• [Problem description]: Every record is to be returned as written, with no omissions.

(Data for this exercise)

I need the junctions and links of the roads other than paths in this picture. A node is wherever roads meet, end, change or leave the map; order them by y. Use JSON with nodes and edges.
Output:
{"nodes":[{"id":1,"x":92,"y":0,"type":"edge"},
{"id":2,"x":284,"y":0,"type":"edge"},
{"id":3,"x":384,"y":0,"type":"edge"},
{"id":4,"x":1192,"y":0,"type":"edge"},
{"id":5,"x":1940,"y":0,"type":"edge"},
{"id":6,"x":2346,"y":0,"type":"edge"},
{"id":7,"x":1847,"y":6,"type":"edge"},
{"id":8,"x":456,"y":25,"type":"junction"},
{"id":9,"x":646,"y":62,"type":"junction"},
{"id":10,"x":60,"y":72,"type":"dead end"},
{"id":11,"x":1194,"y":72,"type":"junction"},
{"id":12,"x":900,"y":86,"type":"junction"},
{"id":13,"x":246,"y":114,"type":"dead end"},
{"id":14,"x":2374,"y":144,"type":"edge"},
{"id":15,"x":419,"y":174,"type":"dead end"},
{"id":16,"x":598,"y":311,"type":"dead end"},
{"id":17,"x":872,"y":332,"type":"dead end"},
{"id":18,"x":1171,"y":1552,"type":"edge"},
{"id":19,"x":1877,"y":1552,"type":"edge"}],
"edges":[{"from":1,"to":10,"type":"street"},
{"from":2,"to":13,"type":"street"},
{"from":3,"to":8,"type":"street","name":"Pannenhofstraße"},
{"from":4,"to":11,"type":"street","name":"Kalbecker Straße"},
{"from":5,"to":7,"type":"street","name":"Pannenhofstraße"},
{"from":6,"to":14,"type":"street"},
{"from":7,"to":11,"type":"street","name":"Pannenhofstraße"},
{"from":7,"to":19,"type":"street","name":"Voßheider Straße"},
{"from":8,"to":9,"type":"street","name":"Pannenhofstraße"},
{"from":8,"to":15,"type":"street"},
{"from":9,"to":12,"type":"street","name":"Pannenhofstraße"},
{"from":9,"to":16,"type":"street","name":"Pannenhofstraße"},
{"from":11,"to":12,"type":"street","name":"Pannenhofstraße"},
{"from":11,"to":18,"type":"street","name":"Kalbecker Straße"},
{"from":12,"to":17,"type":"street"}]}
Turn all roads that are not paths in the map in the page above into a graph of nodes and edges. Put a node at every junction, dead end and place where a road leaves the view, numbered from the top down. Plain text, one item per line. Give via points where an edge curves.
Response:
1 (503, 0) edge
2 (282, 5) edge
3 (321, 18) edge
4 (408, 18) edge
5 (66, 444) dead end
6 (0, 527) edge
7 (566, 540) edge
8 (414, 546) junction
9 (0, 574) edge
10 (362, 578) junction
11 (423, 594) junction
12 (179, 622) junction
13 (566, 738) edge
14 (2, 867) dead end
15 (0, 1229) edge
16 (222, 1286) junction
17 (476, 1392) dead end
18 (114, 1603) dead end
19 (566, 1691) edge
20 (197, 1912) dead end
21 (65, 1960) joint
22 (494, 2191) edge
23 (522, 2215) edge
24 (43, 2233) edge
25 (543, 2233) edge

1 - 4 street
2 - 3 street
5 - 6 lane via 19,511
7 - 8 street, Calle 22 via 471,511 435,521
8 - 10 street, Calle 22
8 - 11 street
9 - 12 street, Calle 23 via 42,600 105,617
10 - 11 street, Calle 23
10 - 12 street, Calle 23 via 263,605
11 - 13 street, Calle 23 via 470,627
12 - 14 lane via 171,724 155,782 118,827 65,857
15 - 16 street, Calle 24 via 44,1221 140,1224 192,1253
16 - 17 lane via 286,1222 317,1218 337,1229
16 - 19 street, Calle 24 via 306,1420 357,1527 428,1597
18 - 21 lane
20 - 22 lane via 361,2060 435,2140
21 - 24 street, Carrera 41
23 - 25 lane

(End Data for this exercise)

• [Answer to this task]:
I need the junctions and links of the roads other than paths in this picture. A node is wherever roads meet, end, change or leave the map; order them by y. Use JSON with nodes and edges.
Output:
{"nodes":[{"id":1,"x":92,"y":0,"type":"edge"},
{"id":2,"x":284,"y":0,"type":"edge"},
{"id":3,"x":384,"y":0,"type":"edge"},
{"id":4,"x":1192,"y":0,"type":"edge"},
{"id":5,"x":1940,"y":0,"type":"edge"},
{"id":6,"x":2346,"y":0,"type":"edge"},
{"id":7,"x":1847,"y":6,"type":"edge"},
{"id":8,"x":456,"y":25,"type":"junction"},
{"id":9,"x":646,"y":62,"type":"junction"},
{"id":10,"x":60,"y":72,"type":"dead end"},
{"id":11,"x":1194,"y":72,"type":"junction"},
{"id":12,"x":900,"y":86,"type":"junction"},
{"id":13,"x":246,"y":114,"type":"dead end"},
{"id":14,"x":2374,"y":144,"type":"edge"},
{"id":15,"x":419,"y":174,"type":"dead end"},
{"id":16,"x":598,"y":311,"type":"dead end"},
{"id":17,"x":872,"y":332,"type":"dead end"},
{"id":18,"x":1171,"y":1552,"type":"edge"},
{"id":19,"x":1877,"y":1552,"type":"edge"}],
"edges":[{"from":1,"to":10,"type":"street"},
{"from":2,"to":13,"type":"street"},
{"from":3,"to":8,"type":"street","name":"Pannenhofstraße"},
{"from":4,"to":11,"type":"street","name":"Kalbecker Straße"},
{"from":5,"to":7,"type":"street","name":"Pannenhofstraße"},
{"from":6,"to":14,"type":"street"},
{"from":7,"to":11,"type":"street","name":"Pannenhofstraße"},
{"from":7,"to":19,"type":"street","name":"Voßheider Straße"},
{"from":8,"to":9,"type":"street","name":"Pannenhofstraße"},
{"from":8,"to":15,"type":"street"},
{"from":9,"to":12,"type":"street","name":"Pannenhofstraße"},
{"from":9,"to":16,"type":"street","name":"Pannenhofstraße"},
{"from":11,"to":12,"type":"street","name":"Pannenhofstraße"},
{"from":11,"to":18,"type":"street","name":"Kalbecker Straße"},
{"from":12,"to":17,"type":"street"}]}
Turn all roads that are not paths in the map in the page above into a graph of nodes and edges. Put a node at every junction, dead end and place where a road leaves the view, numbered from the top down. Plain text, one item per line. Give via points where an edge curves.
Response:
1 (503, 0) edge
2 (282, 5) edge
3 (321, 18) edge
4 (408, 18) edge
5 (66, 444) dead end
6 (0, 527) edge
7 (566, 540) edge
8 (414, 546) junction
9 (0, 574) edge
10 (362, 578) junction
11 (423, 594) junction
12 (179, 622) junction
13 (566, 738) edge
14 (2, 867) dead end
15 (0, 1229) edge
16 (222, 1286) junction
17 (476, 1392) dead end
18 (114, 1603) dead end
19 (566, 1691) edge
20 (197, 1912) dead end
21 (65, 1960) joint
22 (494, 2191) edge
23 (522, 2215) edge
24 (43, 2233) edge
25 (543, 2233) edge

1 - 4 street
2 - 3 street
5 - 6 lane via 19,511
7 - 8 street, Calle 22 via 471,511 435,521
8 - 10 street, Calle 22
8 - 11 street
9 - 12 street, Calle 23 via 42,600 105,617
10 - 11 street, Calle 23
10 - 12 street, Calle 23 via 263,605
11 - 13 street, Calle 23 via 470,627
12 - 14 lane via 171,724 155,782 118,827 65,857
15 - 16 street, Calle 24 via 44,1221 140,1224 192,1253
16 - 17 lane via 286,1222 317,1218 337,1229
16 - 19 street, Calle 24 via 306,1420 357,1527 428,1597
18 - 21 lane
20 - 22 lane via 361,2060 435,2140
21 - 24 street, Carrera 41
23 - 25 lane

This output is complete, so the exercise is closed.